→ **EXERCISE BRIEF**: What is needed is the full listing written out exactly, minus the pictures.
★ ★ ★ ★ ★
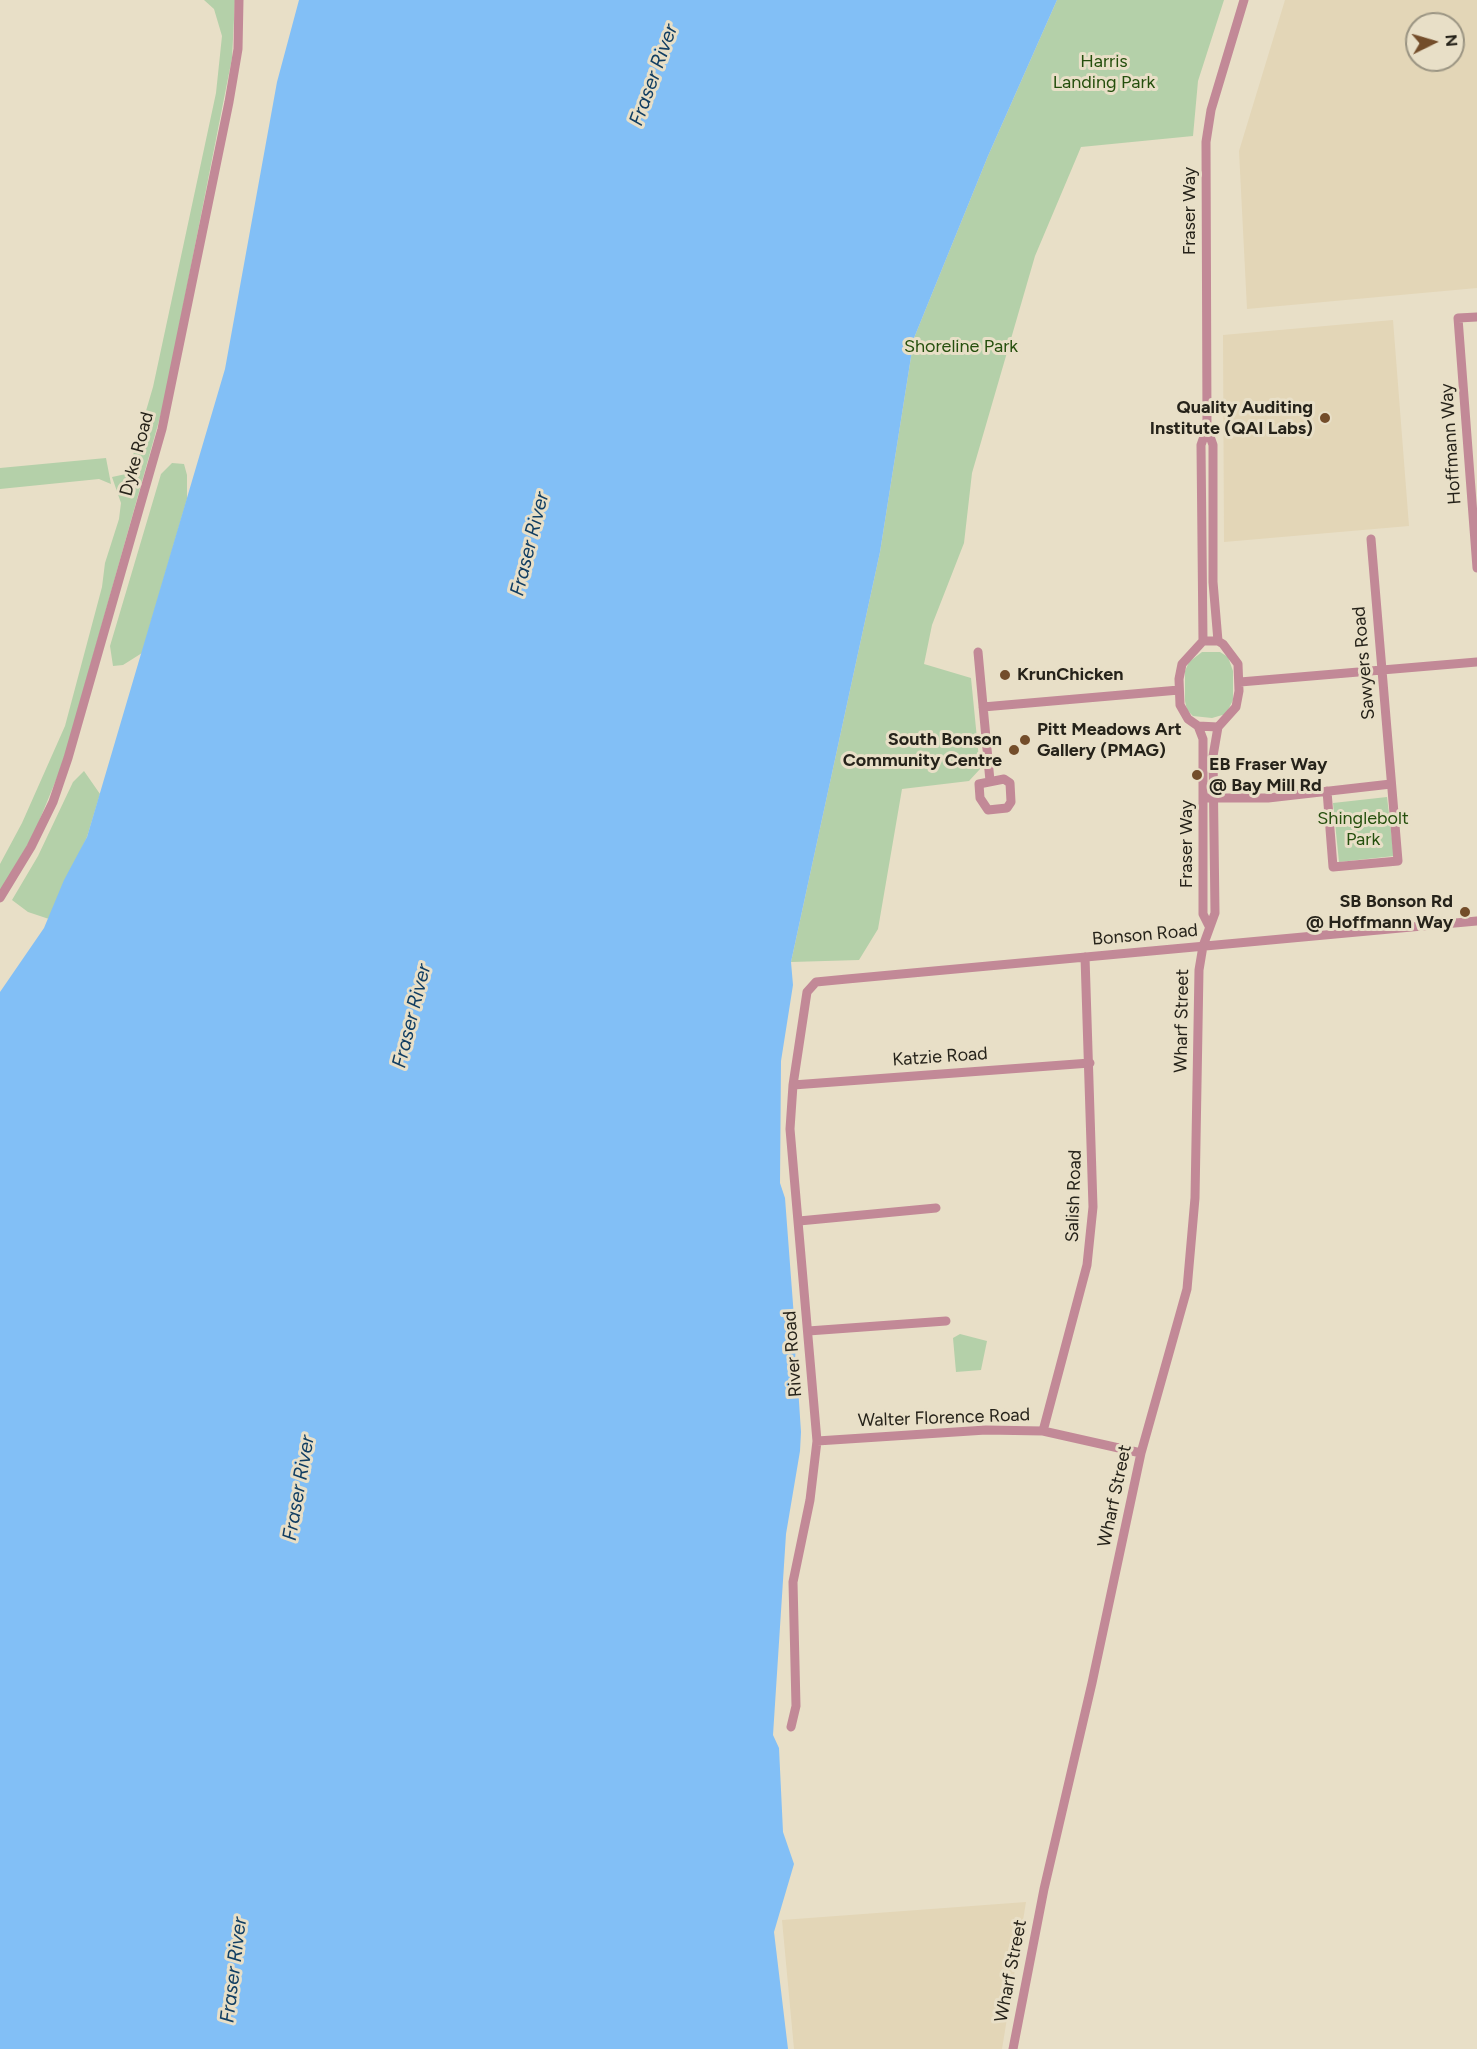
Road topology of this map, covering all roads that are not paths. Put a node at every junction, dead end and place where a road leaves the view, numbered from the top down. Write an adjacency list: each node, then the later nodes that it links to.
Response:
1 (239, 0): 22 (street, Dyke Road)
2 (1244, 0): 4 (street, Fraser Way)
3 (1477, 317): 6 (street, Hoffmann Way)
4 (1207, 428): 7 (street, Fraser Way); 8 (street, Fraser Way)
5 (1371, 538): 11 (street, Sawyers Road)
6 (1477, 568)
7 (1203, 641): 8 (street); 13 (street)
8 (1218, 641): 12 (street)
9 (978, 652): 14 (street)
10 (1477, 662): 11 (street)
11 (1382, 670): 12 (street); 18 (street, Sawyers Road)
12 (1240, 682): 16 (street)
13 (1179, 690): 14 (street); 15 (street)
14 (983, 707): 17 (street)
15 (1197, 726): 16 (street); 20 (street, Fraser Way)
16 (1218, 727): 21 (street, Fraser Way)
17 (990, 781)
18 (1391, 784): 19 (street); 19 (street, Sawyers Road)
19 (1327, 791): 21 (street)
20 (1203, 798): 21 (street); 24 (street, Fraser Way)
21 (1214, 799): 24 (street, Fraser Way)
22 (0, 898)
23 (1477, 921): 25 (street, Bonson Road)
24 (1209, 926): 25 (street, Fraser Way)
25 (1203, 946): 26 (street, Bonson Road); 36 (street, Wharf Street)
26 (1085, 957): 27 (street, Bonson Road); 28 (street, Salish Road)
27 (816, 982): 29 (street, River Road)
28 (1090, 1063): 29 (street, Katzie Road); 34 (street, Salish Road)
29 (793, 1085): 31 (street, River Road)
30 (936, 1208): 31 (street)
31 (799, 1221): 33 (street, River Road)
32 (946, 1321): 33 (street)
33 (808, 1331): 35 (street, River Road)
34 (1043, 1431): 35 (street, Walter Florence Road); 36 (street, Walter Florence Road)
35 (817, 1441): 37 (street, River Road)
36 (1141, 1453): 38 (street, Wharf Street)
37 (791, 1726)
38 (1013, 2049)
★ ★ ★ ★ ★
→ **SOLUTION TO THE EXERCISE**:
Road topology of this map, covering all roads that are not paths. Put a node at every junction, dead end and place where a road leaves the view, numbered from the top down. Write an adjacency list: each node, then the later nodes that it links to.
Response:
1 (239, 0): 22 (street, Dyke Road)
2 (1244, 0): 4 (street, Fraser Way)
3 (1477, 317): 6 (street, Hoffmann Way)
4 (1207, 428): 7 (street, Fraser Way); 8 (street, Fraser Way)
5 (1371, 538): 11 (street, Sawyers Road)
6 (1477, 568)
7 (1203, 641): 8 (street); 13 (street)
8 (1218, 641): 12 (street)
9 (978, 652): 14 (street)
10 (1477, 662): 11 (street)
11 (1382, 670): 12 (street); 18 (street, Sawyers Road)
12 (1240, 682): 16 (street)
13 (1179, 690): 14 (street); 15 (street)
14 (983, 707): 17 (street)
15 (1197, 726): 16 (street); 20 (street, Fraser Way)
16 (1218, 727): 21 (street, Fraser Way)
17 (990, 781)
18 (1391, 784): 19 (street); 19 (street, Sawyers Road)
19 (1327, 791): 21 (street)
20 (1203, 798): 21 (street); 24 (street, Fraser Way)
21 (1214, 799): 24 (street, Fraser Way)
22 (0, 898)
23 (1477, 921): 25 (street, Bonson Road)
24 (1209, 926): 25 (street, Fraser Way)
25 (1203, 946): 26 (street, Bonson Road); 36 (street, Wharf Street)
26 (1085, 957): 27 (street, Bonson Road); 28 (street, Salish Road)
27 (816, 982): 29 (street, River Road)
28 (1090, 1063): 29 (street, Katzie Road); 34 (street, Salish Road)
29 (793, 1085): 31 (street, River Road)
30 (936, 1208): 31 (street)
31 (799, 1221): 33 (street, River Road)
32 (946, 1321): 33 (street)
33 (808, 1331): 35 (street, River Road)
34 (1043, 1431): 35 (street, Walter Florence Road); 36 (street, Walter Florence Road)
35 (817, 1441): 37 (street, River Road)
36 (1141, 1453): 38 (street, Wharf Street)
37 (791, 1726)
38 (1013, 2049)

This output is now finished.